Re: [PATCH -V2] mm: move idle swap cache pages to the tail of LRU after COW

From: Huang, Ying
Date: Sun May 30 2021 - 19:45:17 EST


Johannes Weiner <hannes@xxxxxxxxxxx> writes:

> On Thu, May 27, 2021 at 04:49:53PM +0800, Huang Ying wrote:
>> With commit 09854ba94c6a ("mm: do_wp_page() simplification"), after
>> COW, the idle swap cache (neither the page nor the corresponding swap
>> entry is mapped by any process) will be left at the original position
>> in the LRU list. While it may be in the active list or the head of
>> the inactive list, so that vmscan may take more overhead or time to
>> reclaim these actually unused pages.
>>
>> To help the page reclaiming, in this patch, after COW, the idle swap
>> cache will be tried to be moved to the tail of the inactive LRU list.
>> To avoid to introduce much overhead to the hot COW code path, all
>> locks are acquired with try locking.
>>
>> To test the patch, we used pmbench memory accessing benchmark with
>> working-set larger than available memory on a 2-socket Intel server
>> with a NVMe SSD as swap device.

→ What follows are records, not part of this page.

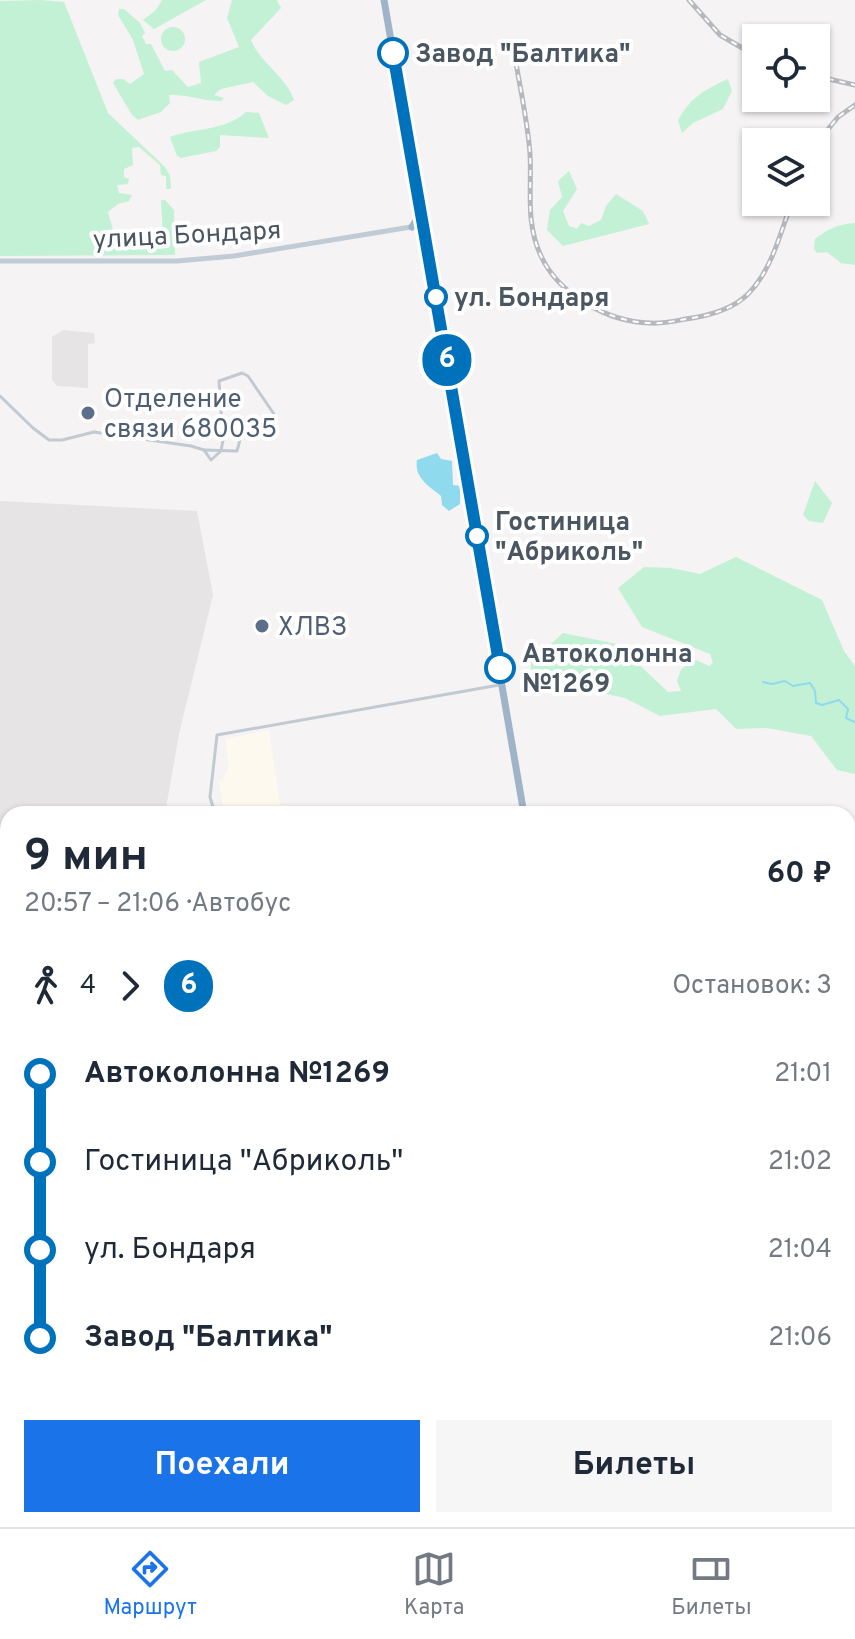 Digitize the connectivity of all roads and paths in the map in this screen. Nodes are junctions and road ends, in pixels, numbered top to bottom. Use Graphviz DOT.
graph roads {
  1 [pos="384,0"];
  2 [pos="421,212"];
  3 [pos="423,225"];
  4 [pos="412,227"];
  5 [pos="425,239"];
  6 [pos="0,261"];
  7 [pos="0,396"];
  8 [pos="276,417"];
  9 [pos="242,432"];
  10 [pos="204,450"];
  11 [pos="221,451"];
  12 [pos="503,684"];
  13 [pos="213,806"];
  14 [pos="523,806"];
  1 -- 2 [label="highway"];
  2 -- 3 [label="highway"];
  2 -- 4 [label="highway"];
  3 -- 4 [label="main road, улица Бондаря"];
  3 -- 5 [label="highway"];
  4 -- 5 [label="main road"];
  4 -- 6 [label="main road, улица Бондаря"];
  5 -- 12 [label="highway"];
  7 -- 10 [label="street"];
  8 -- 11 [label="street"];
  9 -- 11 [label="street"];
  10 -- 11 [label="street"];
  10 -- 11 [label="street"];
  12 -- 13 [label="street"];
  12 -- 14 [label="highway"];
}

Test results shows that the pmbench
>> score increases up to 21.8% with the decreased size of swap cache and
>> swapin throughput.
>>
>> Signed-off-by: "Huang, Ying" <ying.huang@xxxxxxxxx>
>> Suggested-by: Matthew Wilcox <willy@xxxxxxxxxxxxx>
>> Cc: Linus Torvalds <torvalds@xxxxxxxxxxxxxxxxxxxx>
>> Cc: Peter Xu <peterx@xxxxxxxxxx>
>> Cc: Hugh Dickins <hughd@xxxxxxxxxx>
>> Cc: Johannes Weiner <hannes@xxxxxxxxxxx>
>> Cc: Mel Gorman <mgorman@xxxxxxx>
>> Cc: Rik van Riel <riel@xxxxxxxxxxx>
>> Cc: Andrea Arcangeli <aarcange@xxxxxxxxxx>
>> Cc: Michal Hocko <mhocko@xxxxxxxxxx>
>> Cc: Dave Hansen <dave.hansen@xxxxxxxxx>
>> Cc: Tim Chen <tim.c.chen@xxxxxxxxx>
>>
>> V2:
>>
>> - Move trylock_page() to try_to_free_idle_swapcache() per Rik and
>> Linus' comments.
>> - Fix PageLRU() checking.
>> - Fix THP processing.
>> - Rename the function.
>> ---
>> include/linux/memcontrol.h | 10 ++++++++++
>> include/linux/swap.h | 3 +++
>> mm/memcontrol.c | 12 ++++++++++++
>> mm/memory.c | 2 ++
>> mm/swapfile.c | 39 ++++++++++++++++++++++++++++++++++++++
>> 5 files changed, 66 insertions(+)
>
> Sorry the discussion fizzled out on the last patch.
>
> Let me try to recap this series: on your first submission you directly
> freed the old page if we copied. Linus was worried about overhead in
> the COW path that wouldn't pay off in a real workload. Before getting
> numbers, it was then suggested to move the pages to the tail of the
> LRU and leaving them to reclaim - which was also met with skepticism.
>
> V2 presented the LRU moving version with pmbench numbers that indeed
> show it pays off. However, much simpler direct freeing produces even
> better numbers in the same benchmark. We don't have numbers showing if
> the LRU shuffling would significantly fare better in other workloads.
>
> Purely looking at the code: whether we defer or free, we need to lock
> the page, take the LRU spinlock for this page, and touch the LRU
> linkage. If we free, we add the swapcache deletion and the page
> allocator, but it's most likely the percpu-cached fastpath. If we
> defer, reclaim needs to re-establish information about the page that
> we already had in the COW context, do another LRU operation, do the
> swapcache deletion and go through the allocator, but on cold caches.
>
> Personally, I'm a bit skeptical the extra code complexity and reclaim
> overhead in paging workloads will definitely pay off in intermittently
> paging loads (non-paging wouldn't have swap pages). As far as code
> goes, the point of 09854ba94c6a (+17, -42) was simplification, and
> this adds more lines back in another place. In particular it adds
> another lifetime variant to swap pages which are already somewhat
> unwieldy. OTOH, freeing is a two-liner reusing the swap unmap code:
>
> if (page_copied)
> free_swap_cache(old_page);

Yes. This looks better than my previous version, which duplicated the
code of free_swap_cache(). Thanks for pointing this out.

Best Regards,
Huang, Ying